[Stored items]
^^^^^^^^^^^^^^^^
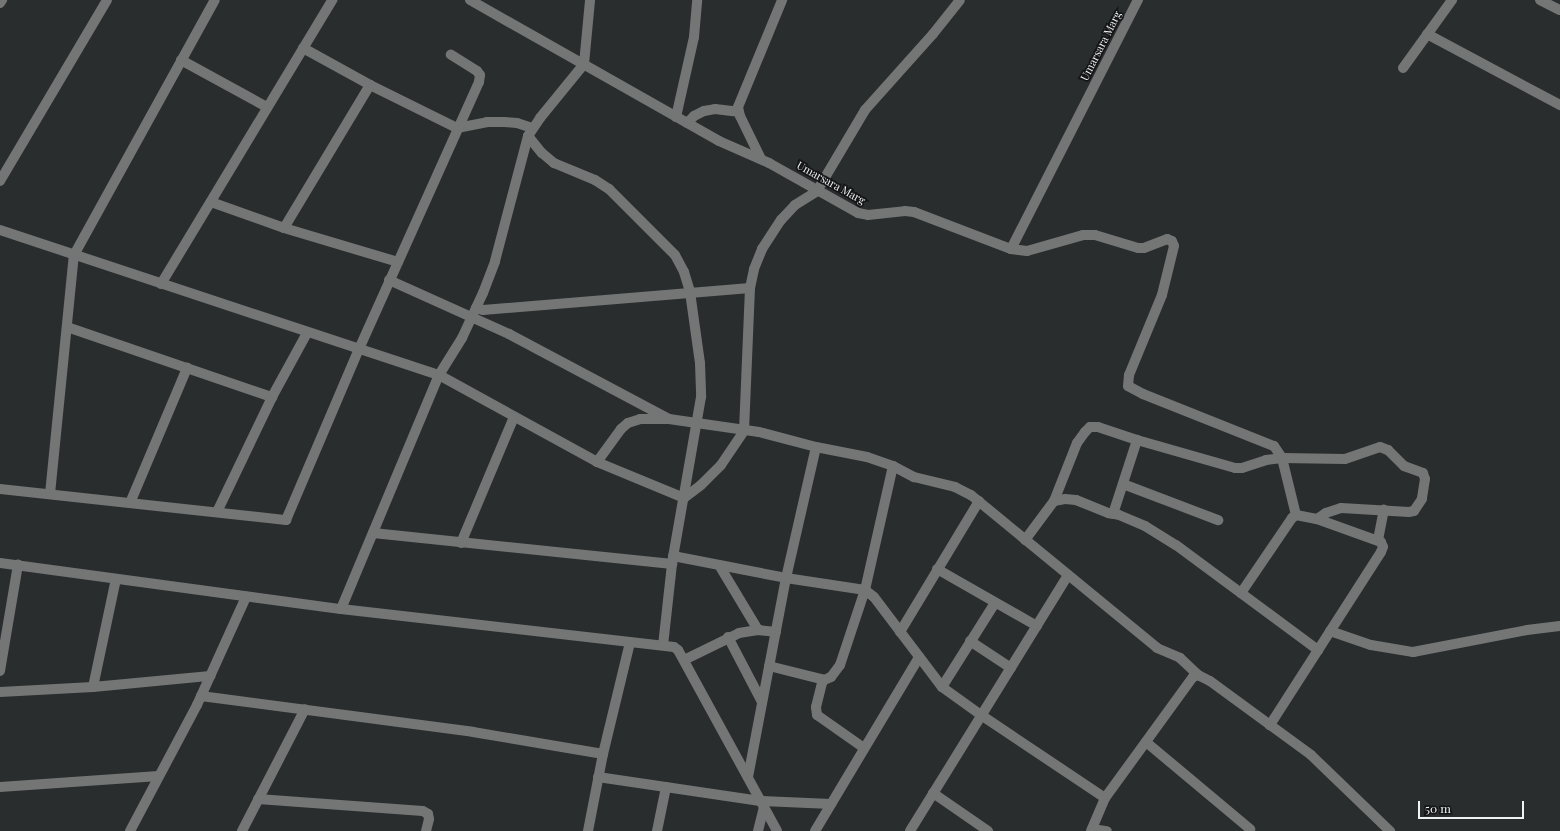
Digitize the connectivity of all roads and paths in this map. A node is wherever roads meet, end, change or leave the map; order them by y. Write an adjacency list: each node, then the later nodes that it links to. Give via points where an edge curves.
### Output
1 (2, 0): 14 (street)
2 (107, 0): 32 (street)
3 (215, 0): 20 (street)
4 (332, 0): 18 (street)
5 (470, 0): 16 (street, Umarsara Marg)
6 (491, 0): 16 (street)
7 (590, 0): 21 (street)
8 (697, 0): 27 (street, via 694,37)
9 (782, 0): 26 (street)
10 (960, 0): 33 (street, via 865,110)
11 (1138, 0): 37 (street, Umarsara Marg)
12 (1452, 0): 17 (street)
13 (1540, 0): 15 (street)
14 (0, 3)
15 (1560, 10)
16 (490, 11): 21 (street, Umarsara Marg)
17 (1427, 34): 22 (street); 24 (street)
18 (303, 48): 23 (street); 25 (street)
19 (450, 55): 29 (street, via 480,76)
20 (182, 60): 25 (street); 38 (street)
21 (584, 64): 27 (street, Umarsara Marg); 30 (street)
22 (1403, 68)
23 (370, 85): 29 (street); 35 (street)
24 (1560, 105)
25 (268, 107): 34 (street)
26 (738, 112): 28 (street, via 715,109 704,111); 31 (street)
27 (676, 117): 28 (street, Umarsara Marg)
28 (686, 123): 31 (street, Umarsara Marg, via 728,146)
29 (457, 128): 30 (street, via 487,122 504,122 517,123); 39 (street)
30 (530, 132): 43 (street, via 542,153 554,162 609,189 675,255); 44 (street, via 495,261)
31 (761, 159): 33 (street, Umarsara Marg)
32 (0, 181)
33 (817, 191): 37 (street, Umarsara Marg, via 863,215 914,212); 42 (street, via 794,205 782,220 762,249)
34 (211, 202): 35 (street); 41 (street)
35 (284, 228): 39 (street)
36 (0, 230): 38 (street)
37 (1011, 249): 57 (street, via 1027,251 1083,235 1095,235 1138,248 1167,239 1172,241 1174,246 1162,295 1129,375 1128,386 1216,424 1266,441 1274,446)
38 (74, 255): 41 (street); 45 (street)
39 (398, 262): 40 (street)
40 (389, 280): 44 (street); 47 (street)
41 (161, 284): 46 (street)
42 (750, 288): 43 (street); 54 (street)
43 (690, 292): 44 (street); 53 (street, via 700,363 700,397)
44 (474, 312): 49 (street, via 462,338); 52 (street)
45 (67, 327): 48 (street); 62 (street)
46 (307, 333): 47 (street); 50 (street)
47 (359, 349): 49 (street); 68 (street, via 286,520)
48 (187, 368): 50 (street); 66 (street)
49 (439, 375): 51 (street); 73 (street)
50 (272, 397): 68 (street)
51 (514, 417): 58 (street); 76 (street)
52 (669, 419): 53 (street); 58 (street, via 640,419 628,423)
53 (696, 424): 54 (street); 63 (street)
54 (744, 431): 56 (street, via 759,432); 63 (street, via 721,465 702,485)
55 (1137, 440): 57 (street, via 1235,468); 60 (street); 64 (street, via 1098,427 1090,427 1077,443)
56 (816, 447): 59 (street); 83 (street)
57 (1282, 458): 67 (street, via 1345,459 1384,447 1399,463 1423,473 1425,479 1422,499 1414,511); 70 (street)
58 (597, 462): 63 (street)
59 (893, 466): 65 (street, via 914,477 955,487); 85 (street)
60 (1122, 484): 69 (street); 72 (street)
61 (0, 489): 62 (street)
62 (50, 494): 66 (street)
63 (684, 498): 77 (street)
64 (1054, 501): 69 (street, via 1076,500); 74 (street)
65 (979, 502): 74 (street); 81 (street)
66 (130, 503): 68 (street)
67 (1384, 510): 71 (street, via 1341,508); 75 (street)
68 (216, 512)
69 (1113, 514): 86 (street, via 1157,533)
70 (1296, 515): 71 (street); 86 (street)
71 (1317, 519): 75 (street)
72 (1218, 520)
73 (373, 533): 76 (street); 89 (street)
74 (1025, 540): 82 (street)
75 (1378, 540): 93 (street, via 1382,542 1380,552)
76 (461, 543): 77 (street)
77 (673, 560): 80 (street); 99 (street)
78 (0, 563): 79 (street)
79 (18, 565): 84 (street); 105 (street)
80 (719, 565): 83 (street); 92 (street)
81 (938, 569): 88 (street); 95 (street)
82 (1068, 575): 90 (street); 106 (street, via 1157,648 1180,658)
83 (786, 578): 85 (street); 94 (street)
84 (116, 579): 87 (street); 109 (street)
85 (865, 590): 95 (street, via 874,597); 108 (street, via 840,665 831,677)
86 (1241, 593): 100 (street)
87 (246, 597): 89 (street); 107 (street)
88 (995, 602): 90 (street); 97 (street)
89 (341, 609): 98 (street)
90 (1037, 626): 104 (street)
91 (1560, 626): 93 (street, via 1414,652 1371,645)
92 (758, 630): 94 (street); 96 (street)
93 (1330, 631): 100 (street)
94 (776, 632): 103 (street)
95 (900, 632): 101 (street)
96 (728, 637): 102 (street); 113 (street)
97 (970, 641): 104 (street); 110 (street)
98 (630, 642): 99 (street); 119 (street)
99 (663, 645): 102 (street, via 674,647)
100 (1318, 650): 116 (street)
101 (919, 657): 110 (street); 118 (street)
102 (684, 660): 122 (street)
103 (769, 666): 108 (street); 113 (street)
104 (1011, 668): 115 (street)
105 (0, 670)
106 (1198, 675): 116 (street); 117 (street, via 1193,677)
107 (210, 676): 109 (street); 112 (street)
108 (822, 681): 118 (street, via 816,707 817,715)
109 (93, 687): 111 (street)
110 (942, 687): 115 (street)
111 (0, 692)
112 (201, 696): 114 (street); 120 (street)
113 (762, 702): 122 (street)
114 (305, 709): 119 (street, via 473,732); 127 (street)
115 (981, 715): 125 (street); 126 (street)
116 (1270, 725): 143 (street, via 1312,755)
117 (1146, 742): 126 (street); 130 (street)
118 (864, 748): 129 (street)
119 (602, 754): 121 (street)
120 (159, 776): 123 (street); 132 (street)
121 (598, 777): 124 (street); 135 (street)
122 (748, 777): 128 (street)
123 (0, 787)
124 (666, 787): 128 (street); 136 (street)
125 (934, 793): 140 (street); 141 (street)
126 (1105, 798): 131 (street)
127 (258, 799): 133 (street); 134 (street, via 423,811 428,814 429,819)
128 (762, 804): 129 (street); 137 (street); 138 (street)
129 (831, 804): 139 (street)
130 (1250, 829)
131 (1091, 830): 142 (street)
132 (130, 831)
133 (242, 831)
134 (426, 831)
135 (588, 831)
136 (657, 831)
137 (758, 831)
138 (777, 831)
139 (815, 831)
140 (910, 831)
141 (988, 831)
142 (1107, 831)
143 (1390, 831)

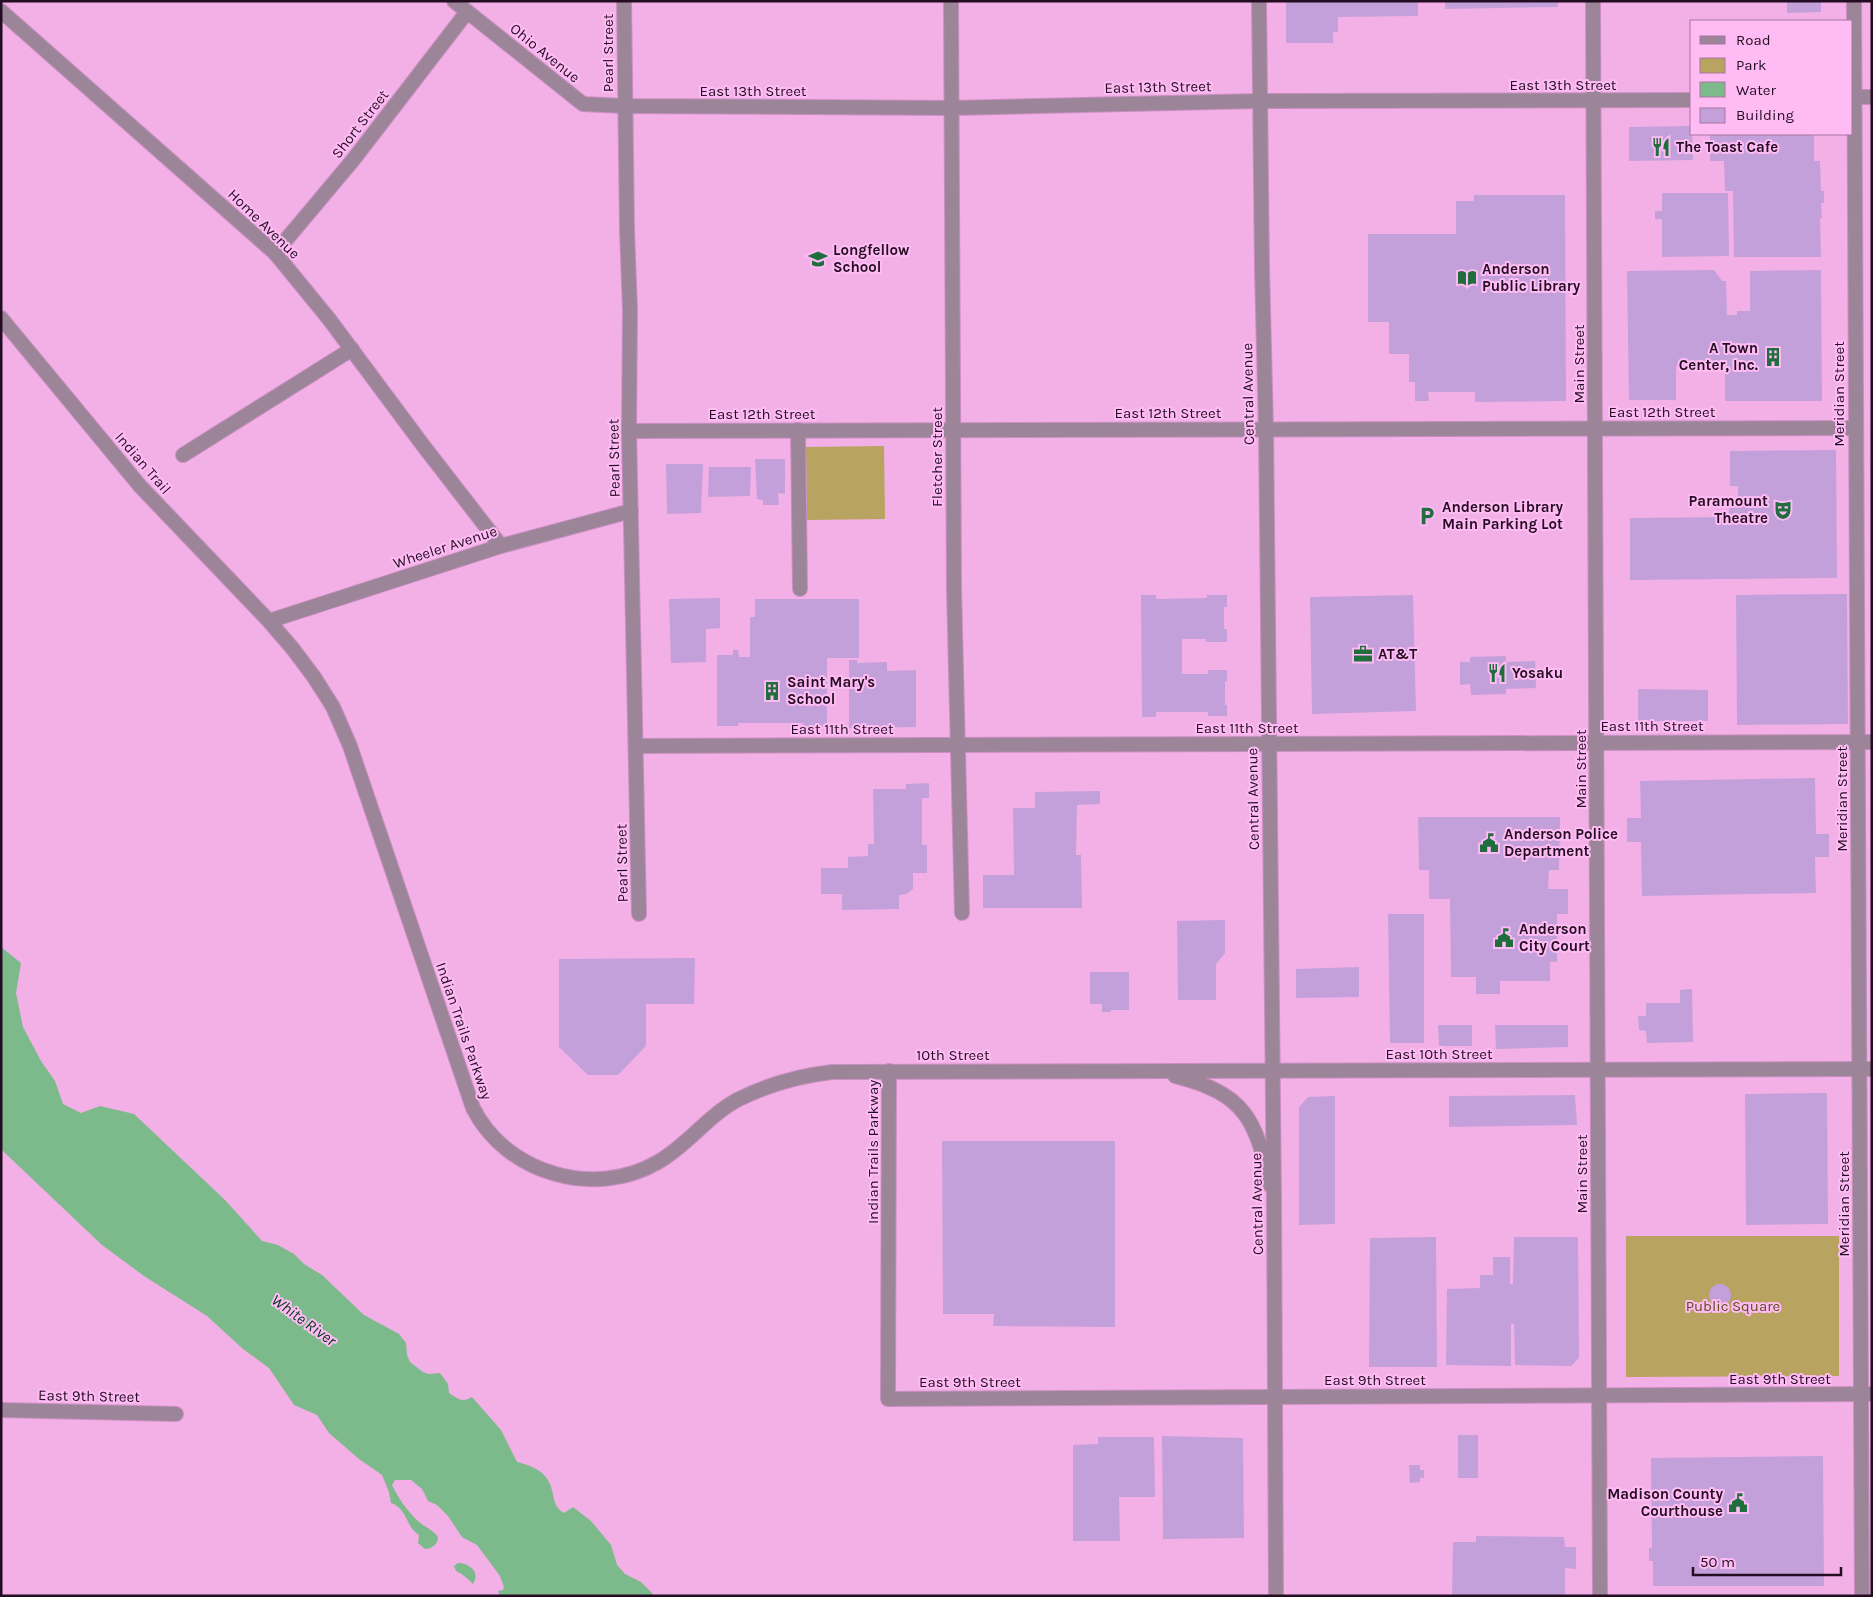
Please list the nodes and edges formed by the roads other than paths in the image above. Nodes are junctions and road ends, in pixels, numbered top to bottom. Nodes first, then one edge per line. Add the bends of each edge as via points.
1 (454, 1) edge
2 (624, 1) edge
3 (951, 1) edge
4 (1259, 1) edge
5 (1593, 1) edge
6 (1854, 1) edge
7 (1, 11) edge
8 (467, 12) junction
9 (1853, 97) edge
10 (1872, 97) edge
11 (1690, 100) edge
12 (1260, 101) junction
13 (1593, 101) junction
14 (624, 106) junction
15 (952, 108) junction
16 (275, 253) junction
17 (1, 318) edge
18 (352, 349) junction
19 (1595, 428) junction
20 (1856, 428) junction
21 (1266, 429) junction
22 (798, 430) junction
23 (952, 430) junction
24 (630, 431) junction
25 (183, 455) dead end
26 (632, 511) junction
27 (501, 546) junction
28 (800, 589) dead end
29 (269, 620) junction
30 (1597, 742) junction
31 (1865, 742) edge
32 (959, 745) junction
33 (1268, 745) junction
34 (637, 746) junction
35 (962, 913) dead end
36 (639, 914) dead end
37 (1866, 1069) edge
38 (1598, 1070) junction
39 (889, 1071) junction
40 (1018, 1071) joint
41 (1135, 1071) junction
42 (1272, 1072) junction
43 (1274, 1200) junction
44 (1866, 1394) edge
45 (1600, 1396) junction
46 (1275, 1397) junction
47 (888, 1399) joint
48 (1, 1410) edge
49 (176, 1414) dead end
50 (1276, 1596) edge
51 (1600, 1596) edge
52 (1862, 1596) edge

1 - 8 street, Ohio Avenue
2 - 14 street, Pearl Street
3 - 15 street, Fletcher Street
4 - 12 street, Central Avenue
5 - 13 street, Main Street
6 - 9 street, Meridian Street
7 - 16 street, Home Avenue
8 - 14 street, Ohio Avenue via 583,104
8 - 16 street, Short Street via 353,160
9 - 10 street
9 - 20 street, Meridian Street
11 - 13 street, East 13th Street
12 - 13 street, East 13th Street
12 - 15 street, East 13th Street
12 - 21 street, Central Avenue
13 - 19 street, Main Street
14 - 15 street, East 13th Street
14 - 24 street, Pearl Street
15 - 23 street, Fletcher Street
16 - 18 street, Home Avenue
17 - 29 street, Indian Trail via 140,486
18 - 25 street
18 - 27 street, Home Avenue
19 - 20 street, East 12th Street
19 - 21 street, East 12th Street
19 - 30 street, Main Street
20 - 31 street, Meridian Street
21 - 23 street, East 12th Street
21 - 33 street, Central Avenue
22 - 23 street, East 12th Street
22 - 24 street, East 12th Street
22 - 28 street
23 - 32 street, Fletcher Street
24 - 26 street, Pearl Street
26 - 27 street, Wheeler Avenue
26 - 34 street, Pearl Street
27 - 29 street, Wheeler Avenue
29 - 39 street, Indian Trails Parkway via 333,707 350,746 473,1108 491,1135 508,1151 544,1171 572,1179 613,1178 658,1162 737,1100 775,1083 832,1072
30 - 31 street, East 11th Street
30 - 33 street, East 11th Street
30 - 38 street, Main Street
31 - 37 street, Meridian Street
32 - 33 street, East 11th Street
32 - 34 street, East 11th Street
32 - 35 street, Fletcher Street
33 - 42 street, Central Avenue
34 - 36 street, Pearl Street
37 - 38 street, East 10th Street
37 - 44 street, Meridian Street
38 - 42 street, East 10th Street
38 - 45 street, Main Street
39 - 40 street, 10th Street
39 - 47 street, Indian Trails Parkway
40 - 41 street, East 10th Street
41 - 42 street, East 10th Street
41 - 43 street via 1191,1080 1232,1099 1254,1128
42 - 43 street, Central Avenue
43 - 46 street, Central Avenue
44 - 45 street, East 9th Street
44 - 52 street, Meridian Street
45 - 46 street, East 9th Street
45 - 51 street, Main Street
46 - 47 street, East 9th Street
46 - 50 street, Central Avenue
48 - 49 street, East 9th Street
^^^^^^^^^^^^^^^^
◆ **TASK PROMPT**: Looking over the records, find each line with the word "Meridian" and copy it.

◆ **EXERCISE SOLUTION**:
6 - 9 street, Meridian Street
9 - 20 street, Meridian Street
20 - 31 street, Meridian Street
31 - 37 street, Meridian Street
37 - 44 street, Meridian Street
44 - 52 street, Meridian Street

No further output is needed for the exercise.